Dieser Auffassung folgte das Sozialgericht nicht. § 23c Satz 7 Bedarfsplanungsrichtlinie führe als Beispiel für außergewöhnliche Umstände eine Krankheit des Vertragsarztes an und verdeutliche damit, dass die Umstände in der Person oder der beruflichen Sphäre des Arztes oder Psychotherapeuten liegen müssten. Auch ein Unfall des Arztes oder Naturereignisse wie Hochwasser oder ein Brand, die die Nutzbarkeit der Praxisräume infrage stellten, könnten als außergewöhnliche Umstände gelten. Im vorliegenden Fall habe die Psychotherapeutin jedoch freiwillig entschieden, ihren Teil der Gemeinschaftspraxis zu schließen, obwohl in ihrem Planungsbereich eine erhebliche Unterversorgung mit psychotherapeutischen Leistungen bestehe, und sich in den fünf Wochen um ihre im Ausland erkrankte Tochter zu kümmern.

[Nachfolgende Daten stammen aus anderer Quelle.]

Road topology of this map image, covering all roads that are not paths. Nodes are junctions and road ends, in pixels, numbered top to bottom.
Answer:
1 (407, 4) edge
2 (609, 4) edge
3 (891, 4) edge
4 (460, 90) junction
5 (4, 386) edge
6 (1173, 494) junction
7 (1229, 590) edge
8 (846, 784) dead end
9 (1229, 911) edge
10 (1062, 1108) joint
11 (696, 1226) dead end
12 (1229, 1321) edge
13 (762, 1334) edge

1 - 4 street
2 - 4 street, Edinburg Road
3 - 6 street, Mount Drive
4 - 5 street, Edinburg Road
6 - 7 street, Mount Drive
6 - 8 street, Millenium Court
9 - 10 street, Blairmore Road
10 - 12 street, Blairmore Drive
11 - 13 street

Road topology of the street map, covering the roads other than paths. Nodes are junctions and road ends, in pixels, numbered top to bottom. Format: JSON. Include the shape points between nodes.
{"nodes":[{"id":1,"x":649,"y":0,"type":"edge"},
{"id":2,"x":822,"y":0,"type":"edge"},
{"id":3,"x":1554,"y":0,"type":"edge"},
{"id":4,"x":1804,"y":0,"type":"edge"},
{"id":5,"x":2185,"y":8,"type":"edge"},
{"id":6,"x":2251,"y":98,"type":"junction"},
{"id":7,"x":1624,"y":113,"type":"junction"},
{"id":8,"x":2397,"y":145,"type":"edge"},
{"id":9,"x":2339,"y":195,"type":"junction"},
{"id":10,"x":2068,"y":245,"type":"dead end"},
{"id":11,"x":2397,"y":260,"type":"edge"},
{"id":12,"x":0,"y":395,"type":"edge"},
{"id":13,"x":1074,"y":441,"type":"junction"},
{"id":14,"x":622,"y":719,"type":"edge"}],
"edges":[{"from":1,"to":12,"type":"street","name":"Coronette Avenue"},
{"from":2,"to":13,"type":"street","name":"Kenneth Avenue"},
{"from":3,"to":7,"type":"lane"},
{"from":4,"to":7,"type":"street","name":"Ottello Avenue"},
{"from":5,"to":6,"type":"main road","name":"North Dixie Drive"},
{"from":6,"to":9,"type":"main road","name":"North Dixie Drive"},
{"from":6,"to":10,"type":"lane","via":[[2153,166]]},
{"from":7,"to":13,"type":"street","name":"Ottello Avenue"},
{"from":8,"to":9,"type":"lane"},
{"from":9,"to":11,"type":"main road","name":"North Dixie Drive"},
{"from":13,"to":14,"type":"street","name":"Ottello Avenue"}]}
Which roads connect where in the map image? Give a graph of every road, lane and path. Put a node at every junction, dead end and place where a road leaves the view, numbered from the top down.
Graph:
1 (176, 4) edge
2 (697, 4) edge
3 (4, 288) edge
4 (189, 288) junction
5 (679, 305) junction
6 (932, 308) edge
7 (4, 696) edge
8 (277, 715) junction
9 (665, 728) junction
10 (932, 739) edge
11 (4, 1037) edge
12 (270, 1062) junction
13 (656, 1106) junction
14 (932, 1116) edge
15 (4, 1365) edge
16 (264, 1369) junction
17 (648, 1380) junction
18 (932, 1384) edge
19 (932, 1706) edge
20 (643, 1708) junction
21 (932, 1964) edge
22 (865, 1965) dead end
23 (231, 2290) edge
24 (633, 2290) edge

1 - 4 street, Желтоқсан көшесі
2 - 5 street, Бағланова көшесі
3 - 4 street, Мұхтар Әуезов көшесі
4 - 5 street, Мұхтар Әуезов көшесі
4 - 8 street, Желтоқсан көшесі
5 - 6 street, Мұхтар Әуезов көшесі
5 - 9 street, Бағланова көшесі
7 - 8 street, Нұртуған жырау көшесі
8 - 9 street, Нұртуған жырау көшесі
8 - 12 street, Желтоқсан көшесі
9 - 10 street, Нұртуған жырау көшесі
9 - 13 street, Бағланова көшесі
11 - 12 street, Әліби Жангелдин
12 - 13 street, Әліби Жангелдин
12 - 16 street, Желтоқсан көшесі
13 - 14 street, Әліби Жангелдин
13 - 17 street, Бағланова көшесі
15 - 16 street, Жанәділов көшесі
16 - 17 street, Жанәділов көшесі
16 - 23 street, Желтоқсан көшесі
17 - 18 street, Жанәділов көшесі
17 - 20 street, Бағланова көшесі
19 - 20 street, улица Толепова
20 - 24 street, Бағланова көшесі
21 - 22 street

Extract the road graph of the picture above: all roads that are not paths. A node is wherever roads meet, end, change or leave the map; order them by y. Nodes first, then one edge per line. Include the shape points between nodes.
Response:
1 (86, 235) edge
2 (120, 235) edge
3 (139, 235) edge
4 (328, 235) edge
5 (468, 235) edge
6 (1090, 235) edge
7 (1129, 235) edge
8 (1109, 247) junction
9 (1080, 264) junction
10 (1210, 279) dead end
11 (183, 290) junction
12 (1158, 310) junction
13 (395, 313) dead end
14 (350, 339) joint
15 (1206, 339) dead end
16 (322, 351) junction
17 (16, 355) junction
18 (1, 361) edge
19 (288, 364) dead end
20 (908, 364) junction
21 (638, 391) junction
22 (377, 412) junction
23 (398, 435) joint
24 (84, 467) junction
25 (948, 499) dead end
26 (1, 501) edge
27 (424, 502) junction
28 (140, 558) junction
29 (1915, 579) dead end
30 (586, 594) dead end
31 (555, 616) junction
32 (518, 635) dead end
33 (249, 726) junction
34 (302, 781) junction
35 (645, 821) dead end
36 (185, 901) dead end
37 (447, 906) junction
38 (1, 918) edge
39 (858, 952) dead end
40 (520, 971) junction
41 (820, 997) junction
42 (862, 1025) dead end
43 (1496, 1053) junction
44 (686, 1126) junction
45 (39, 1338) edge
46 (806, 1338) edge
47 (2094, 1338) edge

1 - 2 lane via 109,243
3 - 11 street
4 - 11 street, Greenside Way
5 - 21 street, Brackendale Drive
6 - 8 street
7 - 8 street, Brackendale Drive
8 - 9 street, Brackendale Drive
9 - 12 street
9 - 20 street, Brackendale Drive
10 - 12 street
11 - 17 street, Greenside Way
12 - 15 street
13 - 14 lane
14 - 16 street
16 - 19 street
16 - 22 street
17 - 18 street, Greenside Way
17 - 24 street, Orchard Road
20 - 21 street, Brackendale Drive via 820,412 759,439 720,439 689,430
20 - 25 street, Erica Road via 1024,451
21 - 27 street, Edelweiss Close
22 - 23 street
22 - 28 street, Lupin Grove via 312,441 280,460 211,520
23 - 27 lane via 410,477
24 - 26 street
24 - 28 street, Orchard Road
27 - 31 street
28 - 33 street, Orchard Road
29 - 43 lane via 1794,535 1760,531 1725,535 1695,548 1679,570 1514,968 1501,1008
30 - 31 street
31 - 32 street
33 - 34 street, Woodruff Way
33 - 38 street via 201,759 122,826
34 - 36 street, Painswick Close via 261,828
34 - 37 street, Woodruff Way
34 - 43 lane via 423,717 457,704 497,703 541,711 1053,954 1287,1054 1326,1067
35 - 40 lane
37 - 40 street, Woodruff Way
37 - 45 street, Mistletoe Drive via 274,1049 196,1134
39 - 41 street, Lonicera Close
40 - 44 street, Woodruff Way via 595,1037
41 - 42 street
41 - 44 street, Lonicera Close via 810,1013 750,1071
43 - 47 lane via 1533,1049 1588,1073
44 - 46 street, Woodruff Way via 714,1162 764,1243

Das sei keine Härtefallsituation, die durch eine Erhöhung des Gesamtpunktzahlvolumens ausgeglichen werden müsse. Zwar seien Besonderheiten durch Härtefallklauseln Rechnung zu tragen. Diese hätten aber die Funktion, unverhältnismäßigen Nachteilen vorzubeugen, was insbesondere für atypische Konstellationen von Bedeutung sei.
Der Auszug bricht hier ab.